Even polymers are friable, which is why most of them need to be crosslinked. Crosslinking increase tensile strength and elasticity, so the forces is absorbed between the chains, rather than the chain fracturing.
Now, that's not the case for things like polyethylene, because the monomer is so small that the bond energy doesn't get "diluted" along the chain.
But, proteins can be pretty fragile.
All that, to say that viruses on the ground are a tiny concern compared to all the other transmission routes.
Hermit-The-Prog
(33,321 posts)Can it float in the wind like a milkweed seed? If so, how long can it 'survive' outside a droplet?
ProfessorGAC
(64,995 posts)Remember the surface to mass ratio of something tiny.
Think spores!
Not quite milkweed (or dandelion seeds) because those have the evolutionary advantage of extensions with high surface area and very little mass. The feather vs. a BB. Weigh about the same. One falls at g, the other floats.
Same thing here.
I'm hesitant to make too much of this, because if viruses were this aerodynamically active, nobody would ever escape the cold or flu. I think wearing masks and keeping a reasonable distance is an expectation that all can fulfill.

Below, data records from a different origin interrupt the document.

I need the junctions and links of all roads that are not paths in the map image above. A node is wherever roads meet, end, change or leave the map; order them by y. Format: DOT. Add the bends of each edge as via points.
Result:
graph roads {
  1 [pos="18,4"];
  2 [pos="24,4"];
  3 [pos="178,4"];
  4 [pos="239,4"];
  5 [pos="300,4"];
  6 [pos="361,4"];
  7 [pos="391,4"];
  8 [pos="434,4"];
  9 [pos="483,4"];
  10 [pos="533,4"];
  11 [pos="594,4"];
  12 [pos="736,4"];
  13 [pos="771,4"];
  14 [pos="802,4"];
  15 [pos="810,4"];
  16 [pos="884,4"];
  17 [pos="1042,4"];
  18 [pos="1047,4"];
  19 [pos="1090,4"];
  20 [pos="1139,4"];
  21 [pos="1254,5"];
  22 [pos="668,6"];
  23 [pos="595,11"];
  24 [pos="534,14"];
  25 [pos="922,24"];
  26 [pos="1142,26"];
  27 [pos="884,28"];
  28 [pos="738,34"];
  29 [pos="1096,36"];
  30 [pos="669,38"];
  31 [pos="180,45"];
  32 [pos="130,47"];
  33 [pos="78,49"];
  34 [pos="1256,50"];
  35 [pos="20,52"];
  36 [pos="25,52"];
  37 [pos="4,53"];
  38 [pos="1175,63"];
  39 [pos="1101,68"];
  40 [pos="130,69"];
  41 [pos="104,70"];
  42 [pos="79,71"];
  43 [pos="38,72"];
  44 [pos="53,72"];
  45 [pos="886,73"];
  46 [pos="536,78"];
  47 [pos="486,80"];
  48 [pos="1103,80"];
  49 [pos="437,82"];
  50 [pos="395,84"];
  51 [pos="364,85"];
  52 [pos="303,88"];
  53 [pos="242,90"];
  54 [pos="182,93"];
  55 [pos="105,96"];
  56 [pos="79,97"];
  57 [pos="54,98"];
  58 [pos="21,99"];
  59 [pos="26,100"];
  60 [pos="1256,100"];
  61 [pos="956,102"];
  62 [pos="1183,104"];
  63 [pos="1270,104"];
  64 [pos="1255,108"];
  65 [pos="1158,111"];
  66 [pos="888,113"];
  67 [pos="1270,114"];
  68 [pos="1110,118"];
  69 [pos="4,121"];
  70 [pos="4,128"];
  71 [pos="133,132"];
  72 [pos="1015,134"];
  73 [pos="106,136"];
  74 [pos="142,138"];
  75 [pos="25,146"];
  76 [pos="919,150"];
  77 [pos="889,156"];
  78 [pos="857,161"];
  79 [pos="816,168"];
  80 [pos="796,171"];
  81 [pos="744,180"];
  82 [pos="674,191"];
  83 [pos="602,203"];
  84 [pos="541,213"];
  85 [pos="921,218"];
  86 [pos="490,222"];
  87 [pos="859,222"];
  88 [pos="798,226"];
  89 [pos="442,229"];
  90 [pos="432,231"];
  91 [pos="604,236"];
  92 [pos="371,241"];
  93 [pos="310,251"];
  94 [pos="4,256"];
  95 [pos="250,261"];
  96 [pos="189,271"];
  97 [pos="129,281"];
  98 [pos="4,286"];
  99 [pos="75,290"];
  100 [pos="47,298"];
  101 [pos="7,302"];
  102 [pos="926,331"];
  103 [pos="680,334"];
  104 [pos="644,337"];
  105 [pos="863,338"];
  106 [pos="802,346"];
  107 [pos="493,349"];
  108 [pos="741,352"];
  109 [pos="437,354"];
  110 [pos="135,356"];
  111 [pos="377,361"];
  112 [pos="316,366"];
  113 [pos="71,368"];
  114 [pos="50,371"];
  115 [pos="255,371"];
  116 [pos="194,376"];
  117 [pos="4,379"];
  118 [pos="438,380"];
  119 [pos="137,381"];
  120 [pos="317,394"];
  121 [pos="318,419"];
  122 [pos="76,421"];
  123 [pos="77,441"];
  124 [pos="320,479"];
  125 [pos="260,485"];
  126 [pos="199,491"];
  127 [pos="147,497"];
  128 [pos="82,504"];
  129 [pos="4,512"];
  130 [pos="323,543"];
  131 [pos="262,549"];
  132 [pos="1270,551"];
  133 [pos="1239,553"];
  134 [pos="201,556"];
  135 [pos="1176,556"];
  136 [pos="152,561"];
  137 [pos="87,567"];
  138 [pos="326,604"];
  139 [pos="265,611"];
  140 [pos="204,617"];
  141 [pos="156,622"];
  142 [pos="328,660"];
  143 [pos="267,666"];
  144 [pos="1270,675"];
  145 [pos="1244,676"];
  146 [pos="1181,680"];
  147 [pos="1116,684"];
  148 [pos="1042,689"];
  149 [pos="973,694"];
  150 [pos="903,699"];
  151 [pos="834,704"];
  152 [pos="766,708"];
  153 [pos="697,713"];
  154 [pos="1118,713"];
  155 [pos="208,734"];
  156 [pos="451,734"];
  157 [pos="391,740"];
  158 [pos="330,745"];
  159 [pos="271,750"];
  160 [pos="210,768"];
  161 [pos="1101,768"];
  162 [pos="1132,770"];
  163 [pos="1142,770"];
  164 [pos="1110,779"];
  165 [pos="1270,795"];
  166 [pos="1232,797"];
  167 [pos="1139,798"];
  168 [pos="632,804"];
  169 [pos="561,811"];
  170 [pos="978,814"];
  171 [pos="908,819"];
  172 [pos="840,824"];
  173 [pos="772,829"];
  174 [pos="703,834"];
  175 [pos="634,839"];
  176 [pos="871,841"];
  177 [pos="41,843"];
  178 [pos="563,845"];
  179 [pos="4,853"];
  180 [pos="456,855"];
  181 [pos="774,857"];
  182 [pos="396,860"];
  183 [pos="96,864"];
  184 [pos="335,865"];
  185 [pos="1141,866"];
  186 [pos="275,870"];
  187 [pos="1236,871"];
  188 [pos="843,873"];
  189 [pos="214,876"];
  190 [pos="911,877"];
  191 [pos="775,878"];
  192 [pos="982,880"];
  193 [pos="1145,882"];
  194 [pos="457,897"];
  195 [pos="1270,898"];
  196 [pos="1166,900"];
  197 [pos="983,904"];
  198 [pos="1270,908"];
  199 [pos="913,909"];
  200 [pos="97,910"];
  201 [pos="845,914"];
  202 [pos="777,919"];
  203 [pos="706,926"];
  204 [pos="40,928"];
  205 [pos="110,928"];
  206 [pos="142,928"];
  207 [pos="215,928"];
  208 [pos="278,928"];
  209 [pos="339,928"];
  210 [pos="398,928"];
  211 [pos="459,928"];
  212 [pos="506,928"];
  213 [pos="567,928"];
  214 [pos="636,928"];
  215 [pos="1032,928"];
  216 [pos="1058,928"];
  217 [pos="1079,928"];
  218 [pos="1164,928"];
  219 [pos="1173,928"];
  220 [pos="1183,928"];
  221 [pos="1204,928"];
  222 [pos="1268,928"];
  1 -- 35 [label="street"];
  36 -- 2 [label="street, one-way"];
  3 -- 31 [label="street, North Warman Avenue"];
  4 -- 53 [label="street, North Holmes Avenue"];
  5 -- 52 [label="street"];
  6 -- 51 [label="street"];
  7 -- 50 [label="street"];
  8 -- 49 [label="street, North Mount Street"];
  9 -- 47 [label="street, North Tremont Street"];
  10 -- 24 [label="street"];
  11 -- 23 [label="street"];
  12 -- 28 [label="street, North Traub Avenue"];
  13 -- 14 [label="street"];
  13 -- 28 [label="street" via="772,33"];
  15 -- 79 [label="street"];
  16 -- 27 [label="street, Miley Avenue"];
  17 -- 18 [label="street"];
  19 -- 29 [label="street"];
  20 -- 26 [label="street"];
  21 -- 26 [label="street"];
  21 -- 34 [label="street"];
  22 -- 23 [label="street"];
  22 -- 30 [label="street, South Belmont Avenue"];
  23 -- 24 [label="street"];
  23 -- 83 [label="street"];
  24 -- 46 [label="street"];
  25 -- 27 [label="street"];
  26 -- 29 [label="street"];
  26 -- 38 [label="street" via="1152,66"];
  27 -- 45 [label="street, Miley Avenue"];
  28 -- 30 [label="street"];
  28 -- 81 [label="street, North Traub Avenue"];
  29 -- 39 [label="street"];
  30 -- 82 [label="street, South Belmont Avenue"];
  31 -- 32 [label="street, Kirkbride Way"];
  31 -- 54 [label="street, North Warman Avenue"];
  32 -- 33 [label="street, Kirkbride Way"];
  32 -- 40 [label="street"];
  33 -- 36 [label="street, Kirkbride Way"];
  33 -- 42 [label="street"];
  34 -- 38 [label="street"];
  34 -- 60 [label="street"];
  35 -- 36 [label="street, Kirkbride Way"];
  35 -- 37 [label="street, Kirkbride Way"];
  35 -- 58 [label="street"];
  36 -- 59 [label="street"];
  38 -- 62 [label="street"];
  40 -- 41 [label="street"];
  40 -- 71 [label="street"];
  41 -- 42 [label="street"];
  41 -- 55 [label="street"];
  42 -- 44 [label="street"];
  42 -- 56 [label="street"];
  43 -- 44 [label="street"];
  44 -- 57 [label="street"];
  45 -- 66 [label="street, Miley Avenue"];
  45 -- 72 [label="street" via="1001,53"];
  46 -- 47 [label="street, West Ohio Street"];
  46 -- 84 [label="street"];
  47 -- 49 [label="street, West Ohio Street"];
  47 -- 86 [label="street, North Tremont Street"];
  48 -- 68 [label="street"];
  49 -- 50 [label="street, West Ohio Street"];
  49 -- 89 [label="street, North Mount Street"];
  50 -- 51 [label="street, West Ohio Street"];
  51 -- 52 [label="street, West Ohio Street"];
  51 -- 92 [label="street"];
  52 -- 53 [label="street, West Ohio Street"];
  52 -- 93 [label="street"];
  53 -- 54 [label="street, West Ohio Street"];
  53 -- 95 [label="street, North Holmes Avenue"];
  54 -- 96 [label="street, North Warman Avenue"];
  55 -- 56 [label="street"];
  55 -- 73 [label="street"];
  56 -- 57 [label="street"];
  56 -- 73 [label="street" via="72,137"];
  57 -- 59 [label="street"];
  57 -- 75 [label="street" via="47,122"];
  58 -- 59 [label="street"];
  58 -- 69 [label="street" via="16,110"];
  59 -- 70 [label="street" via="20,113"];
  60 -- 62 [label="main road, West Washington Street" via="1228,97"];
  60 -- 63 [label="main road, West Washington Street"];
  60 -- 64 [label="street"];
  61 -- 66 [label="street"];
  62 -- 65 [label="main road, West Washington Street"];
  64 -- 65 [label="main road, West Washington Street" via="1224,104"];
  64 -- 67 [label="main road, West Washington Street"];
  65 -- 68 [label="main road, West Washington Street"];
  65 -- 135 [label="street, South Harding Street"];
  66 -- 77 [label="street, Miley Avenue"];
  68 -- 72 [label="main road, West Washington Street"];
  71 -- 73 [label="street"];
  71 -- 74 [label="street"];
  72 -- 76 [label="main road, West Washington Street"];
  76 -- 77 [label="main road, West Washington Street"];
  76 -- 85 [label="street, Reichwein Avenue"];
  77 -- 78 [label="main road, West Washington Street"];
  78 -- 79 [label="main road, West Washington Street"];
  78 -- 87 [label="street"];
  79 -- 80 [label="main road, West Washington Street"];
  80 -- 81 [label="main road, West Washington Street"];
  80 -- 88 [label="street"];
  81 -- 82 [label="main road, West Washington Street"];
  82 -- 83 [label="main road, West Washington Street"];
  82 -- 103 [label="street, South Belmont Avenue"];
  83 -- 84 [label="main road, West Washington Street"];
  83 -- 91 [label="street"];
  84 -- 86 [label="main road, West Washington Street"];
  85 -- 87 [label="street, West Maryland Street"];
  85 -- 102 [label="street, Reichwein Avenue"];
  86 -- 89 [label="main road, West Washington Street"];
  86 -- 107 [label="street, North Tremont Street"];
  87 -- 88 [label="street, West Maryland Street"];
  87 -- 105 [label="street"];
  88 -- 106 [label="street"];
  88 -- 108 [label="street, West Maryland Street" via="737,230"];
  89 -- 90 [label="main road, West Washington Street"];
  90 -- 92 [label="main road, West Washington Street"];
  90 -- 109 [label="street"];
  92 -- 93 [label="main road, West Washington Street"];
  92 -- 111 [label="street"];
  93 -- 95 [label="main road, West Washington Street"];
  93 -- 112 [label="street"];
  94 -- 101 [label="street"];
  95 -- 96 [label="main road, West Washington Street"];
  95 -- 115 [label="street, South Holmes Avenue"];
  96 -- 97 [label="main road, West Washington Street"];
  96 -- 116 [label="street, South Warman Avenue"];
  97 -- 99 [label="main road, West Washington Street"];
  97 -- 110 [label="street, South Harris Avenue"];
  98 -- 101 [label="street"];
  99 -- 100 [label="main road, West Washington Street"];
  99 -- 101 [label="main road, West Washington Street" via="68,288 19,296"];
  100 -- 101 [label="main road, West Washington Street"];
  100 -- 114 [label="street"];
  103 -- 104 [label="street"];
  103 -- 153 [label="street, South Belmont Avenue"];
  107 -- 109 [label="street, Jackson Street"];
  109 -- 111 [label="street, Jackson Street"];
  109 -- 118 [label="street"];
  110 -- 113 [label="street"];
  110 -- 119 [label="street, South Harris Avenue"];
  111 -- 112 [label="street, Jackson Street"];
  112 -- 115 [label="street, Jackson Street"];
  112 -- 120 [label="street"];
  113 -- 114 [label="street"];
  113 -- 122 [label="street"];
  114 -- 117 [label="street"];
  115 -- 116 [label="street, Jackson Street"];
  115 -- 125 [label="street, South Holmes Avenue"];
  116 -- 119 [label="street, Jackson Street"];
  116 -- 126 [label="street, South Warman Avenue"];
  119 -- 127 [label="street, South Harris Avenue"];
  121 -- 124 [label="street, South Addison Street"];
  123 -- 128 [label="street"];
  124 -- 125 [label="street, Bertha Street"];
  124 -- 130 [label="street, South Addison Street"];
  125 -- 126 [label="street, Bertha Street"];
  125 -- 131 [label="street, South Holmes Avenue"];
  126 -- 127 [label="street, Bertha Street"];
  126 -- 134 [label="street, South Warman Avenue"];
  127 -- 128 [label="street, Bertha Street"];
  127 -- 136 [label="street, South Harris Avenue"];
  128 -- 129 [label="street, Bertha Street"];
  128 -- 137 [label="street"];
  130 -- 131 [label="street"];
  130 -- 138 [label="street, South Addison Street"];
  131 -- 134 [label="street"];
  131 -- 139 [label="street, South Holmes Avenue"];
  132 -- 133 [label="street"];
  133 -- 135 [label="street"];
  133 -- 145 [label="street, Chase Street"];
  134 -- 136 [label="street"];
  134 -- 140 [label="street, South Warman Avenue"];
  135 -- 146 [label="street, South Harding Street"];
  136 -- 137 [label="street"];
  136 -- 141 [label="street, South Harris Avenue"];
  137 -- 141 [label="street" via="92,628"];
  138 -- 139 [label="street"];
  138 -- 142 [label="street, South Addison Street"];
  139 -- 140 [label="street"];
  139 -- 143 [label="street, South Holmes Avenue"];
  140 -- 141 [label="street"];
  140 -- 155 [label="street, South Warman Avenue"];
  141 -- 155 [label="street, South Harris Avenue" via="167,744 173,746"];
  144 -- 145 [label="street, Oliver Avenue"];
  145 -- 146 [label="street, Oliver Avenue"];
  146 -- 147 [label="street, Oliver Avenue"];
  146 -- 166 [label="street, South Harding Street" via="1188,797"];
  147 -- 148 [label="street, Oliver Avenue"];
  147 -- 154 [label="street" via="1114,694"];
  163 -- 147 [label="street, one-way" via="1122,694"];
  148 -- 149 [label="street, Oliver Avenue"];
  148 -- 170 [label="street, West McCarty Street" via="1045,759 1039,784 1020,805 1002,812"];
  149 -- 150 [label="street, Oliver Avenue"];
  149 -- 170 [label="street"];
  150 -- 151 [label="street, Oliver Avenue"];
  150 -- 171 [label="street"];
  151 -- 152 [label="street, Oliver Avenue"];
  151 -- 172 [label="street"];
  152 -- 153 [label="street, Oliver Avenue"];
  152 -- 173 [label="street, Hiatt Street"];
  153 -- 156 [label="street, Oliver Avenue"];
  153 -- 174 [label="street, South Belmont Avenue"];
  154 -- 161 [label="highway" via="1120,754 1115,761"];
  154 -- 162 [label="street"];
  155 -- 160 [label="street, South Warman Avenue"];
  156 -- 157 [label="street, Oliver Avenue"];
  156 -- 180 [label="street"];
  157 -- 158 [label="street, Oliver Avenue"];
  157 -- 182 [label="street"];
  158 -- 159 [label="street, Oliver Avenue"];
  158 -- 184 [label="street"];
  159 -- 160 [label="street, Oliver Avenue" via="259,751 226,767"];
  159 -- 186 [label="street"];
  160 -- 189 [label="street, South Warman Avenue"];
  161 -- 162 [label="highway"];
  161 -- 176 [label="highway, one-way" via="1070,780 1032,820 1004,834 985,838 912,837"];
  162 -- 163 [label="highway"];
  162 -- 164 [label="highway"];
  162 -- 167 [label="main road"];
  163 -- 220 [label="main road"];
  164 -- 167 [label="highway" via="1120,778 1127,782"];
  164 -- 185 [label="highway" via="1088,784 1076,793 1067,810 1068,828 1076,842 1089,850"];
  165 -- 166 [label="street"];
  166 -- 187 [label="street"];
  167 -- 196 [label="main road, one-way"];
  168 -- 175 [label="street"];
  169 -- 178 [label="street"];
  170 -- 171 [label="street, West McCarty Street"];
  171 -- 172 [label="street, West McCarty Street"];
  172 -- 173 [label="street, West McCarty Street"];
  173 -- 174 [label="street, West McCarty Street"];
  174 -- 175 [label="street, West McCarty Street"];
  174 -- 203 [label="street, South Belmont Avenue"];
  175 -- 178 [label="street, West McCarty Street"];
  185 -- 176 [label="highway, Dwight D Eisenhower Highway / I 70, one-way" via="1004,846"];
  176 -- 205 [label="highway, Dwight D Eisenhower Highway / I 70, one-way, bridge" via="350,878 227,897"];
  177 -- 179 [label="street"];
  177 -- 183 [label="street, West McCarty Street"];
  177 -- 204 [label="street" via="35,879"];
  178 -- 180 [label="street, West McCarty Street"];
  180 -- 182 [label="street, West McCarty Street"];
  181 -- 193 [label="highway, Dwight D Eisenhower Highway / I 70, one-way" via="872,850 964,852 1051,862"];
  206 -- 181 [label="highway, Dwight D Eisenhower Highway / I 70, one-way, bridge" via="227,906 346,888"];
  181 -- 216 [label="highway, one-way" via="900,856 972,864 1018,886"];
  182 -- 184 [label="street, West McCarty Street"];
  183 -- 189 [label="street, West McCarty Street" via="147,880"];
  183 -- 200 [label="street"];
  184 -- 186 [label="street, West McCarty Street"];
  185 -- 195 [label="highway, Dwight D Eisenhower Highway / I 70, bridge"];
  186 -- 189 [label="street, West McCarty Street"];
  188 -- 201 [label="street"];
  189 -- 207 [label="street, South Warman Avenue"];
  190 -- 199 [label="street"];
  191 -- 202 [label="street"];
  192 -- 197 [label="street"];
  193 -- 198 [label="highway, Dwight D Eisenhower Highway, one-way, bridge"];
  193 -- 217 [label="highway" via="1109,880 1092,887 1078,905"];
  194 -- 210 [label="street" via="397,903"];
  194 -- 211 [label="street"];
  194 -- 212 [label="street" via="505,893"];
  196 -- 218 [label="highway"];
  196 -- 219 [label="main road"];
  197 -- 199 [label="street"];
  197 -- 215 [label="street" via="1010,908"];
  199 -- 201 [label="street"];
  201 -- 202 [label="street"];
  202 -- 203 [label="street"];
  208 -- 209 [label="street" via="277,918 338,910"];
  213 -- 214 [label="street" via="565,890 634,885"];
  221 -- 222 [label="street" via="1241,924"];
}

Since as a whole country, we're not doing that great a job at these two, worrying about more distance and virus hang time doesn't seem useful
Viability is tricky, though.
How hot is it, how much light, how much of the light is uV, is the virus encapsulated in mucuous or exposed to oxygen (although the lipid sheath is meant to protect the protein from oxidation), is there lipase in spittle (a good thing), etc.
Is it viable in air for a long time? Maybe.
There are lots of maybes about this stuff.
denbot
(9,899 posts)Just fuck..
Baclava
(12,047 posts)progree
(10,901 posts)over the last 10 days, from the January 11 peak to the latest (January 21), so severe lockdowns do work.
https://www.nytimes.com/interactive/2020/world/europe/united-kingdom-coronavirus-cases.html
I read somewhere several days ago that more than half of the new samples in the UK are the scary UK variant B.1.1.7 or something like that.